Flickr: Simon J. Newbury
|Available for||Prescription and OTC medications|
|Volume||Pharmaceutical companies spent $6.3 billion on samples in 2011, down 30 percent compared to 2007|
|Effect on patient cost||Patients who receive free prescription drug samples spend 40% more than patients who do not during the six months they receive samples|
|Banned by||Some medical groups|
|Generally available for||Newer medications|
|Disclaimer||The information provided by PharmacyDrugGuide is not a substitute for professional medical advice, diagnosis, or treatment.

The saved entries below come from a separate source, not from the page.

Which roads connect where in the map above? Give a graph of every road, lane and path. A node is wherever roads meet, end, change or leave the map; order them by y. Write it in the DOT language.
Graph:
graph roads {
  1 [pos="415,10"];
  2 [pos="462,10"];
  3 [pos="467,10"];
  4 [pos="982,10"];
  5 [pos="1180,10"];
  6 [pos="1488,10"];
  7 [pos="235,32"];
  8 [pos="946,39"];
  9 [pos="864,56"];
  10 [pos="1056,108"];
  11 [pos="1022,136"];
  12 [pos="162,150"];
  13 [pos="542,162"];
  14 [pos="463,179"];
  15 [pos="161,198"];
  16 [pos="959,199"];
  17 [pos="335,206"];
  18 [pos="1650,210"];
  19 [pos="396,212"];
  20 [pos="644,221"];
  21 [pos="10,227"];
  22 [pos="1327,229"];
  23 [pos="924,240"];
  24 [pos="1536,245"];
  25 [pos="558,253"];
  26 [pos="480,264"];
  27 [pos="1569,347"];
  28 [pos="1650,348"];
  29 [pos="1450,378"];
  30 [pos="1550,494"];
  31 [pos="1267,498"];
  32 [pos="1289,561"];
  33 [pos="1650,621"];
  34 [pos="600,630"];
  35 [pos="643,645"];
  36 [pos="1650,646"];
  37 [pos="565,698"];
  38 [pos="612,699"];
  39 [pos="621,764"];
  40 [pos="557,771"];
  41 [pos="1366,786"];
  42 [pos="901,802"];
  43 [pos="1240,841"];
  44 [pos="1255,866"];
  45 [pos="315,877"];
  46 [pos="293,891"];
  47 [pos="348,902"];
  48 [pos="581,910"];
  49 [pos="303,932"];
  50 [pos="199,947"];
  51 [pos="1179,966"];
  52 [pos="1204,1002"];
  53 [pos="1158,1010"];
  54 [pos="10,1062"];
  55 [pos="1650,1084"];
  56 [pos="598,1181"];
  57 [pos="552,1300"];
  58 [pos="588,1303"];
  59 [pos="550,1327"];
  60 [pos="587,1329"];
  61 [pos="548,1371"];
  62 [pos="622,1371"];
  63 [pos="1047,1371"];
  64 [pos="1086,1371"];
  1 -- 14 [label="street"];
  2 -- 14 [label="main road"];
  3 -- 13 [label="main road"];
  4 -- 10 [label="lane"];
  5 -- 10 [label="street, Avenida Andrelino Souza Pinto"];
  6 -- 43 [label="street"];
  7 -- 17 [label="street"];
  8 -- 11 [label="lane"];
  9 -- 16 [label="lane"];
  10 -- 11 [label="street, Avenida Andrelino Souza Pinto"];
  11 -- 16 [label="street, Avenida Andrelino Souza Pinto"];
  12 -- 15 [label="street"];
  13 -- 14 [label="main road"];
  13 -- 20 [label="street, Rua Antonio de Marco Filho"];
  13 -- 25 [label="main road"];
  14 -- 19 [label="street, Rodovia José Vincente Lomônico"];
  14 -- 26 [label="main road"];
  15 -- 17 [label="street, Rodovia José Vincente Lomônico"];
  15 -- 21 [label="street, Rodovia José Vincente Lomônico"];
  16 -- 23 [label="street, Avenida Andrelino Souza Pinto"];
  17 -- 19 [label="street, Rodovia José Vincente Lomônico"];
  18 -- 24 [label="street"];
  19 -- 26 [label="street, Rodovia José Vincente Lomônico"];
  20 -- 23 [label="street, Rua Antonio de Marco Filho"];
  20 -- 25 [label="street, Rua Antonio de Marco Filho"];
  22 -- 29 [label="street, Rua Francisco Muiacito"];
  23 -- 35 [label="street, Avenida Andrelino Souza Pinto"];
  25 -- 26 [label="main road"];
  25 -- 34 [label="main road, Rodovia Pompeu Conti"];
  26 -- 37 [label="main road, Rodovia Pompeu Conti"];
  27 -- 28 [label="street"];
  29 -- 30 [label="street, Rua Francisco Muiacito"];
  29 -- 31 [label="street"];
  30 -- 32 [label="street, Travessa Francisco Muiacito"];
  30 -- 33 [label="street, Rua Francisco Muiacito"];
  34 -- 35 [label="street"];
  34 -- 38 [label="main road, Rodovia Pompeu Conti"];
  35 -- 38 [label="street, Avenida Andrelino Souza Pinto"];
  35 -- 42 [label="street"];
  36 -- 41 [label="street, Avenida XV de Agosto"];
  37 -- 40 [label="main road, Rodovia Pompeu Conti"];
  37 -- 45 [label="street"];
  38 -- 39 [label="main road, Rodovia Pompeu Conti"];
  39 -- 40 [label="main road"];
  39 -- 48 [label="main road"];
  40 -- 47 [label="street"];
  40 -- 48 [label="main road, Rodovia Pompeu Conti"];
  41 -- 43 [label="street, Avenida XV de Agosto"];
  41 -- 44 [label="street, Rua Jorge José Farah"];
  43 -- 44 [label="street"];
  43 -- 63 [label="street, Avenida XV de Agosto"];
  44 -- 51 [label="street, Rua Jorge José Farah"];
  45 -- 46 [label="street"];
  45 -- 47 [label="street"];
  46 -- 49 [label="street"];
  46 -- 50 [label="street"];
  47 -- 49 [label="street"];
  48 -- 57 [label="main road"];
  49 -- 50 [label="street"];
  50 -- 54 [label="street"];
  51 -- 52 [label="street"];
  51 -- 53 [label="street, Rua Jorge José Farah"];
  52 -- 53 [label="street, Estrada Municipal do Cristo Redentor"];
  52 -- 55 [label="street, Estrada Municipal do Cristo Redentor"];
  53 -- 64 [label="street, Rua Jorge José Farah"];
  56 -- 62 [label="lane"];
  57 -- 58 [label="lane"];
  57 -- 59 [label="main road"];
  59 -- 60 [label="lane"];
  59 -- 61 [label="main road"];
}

Do not take any action based on the information on this page without consulting a physician.|
How to Get Free Drug Samples
Where to Get Free Drug Samples
Free drug samples are available for both prescription drugs and over-the-counter (OTC) medications. Samples are distributed by physicians and pharmaceutical companies. Most prescription drug samples are given out by doctors, while OTC drug samples are offered through direct mail marketing, local pharmacies, or by request from the manufacturers.
Free prescription drug samples can be obtained from a patient's personal physician. They are administered for a variety of ailments and conditions, including acute illnesses like sinus infections and strep throat, and long-term conditions like asthma and birth control. Most samples are administered only after a patient has seen their doctor.
Over-the-counter drug samples, on the other hand, are easier to obtain, and do not require a doctor's visit. Patients can obtain OTC samples through the following methods:
- Contacting the pharmaceutical company directly about obtaining free drug samples for a specific OTC drug product. Many companies already have programs for administering such samples to potential customers. Samples are usually sent by direct mail, and may take up to six weeks for delivery.
- Sometimes stores like Walmart and Target offer free samples of OTC medications. The store's official website contains sample information, and some stores schedule regular sample days weekly.
Types of Free Drug Samples
Prescription drug samples are supplied to doctors by pharmaceutical company representatives, and are usually for new, brand-name prescription drugs. Doctors then administer these drug samples to patients free of charge.
Over the counter (OTC) drug samples are offered to the public by the pharmaceutical companies that manufacture them. These are usually single dosages, and are available by standard mail when consumers request the samples directly from the company. Samples may also be sent to the consumer's home as part of direct mail marketing campaigns.
Free Drug Sample Concerns
According to MSNBC, patients who use free samples end up paying significantly more on drugs than those who are not using free samples. For patients that only require medication for a short amount of time, free drug samples can reduce costs. However, for those trying out free drug samples for long-term ailments like asthma, the future drug costs may outweigh the benefits of the free samples. This is because most free samples are for brand name drugs, and a patient's doctor will only have a small amount to administer at the outset. When a patients asks for more, their doctor will have to write them a prescription, and the brand name drug will be much more expensive than the generic version.
Although drug companies tout their sample programs as ways to help cut medical costs for the poor, many health professionals see samples as nothing more than a marketing gimmick to push expensive brand-name products. One study showed that the majority of drug samples went to high-income people, as well as those with health insurance, rather than to the needy.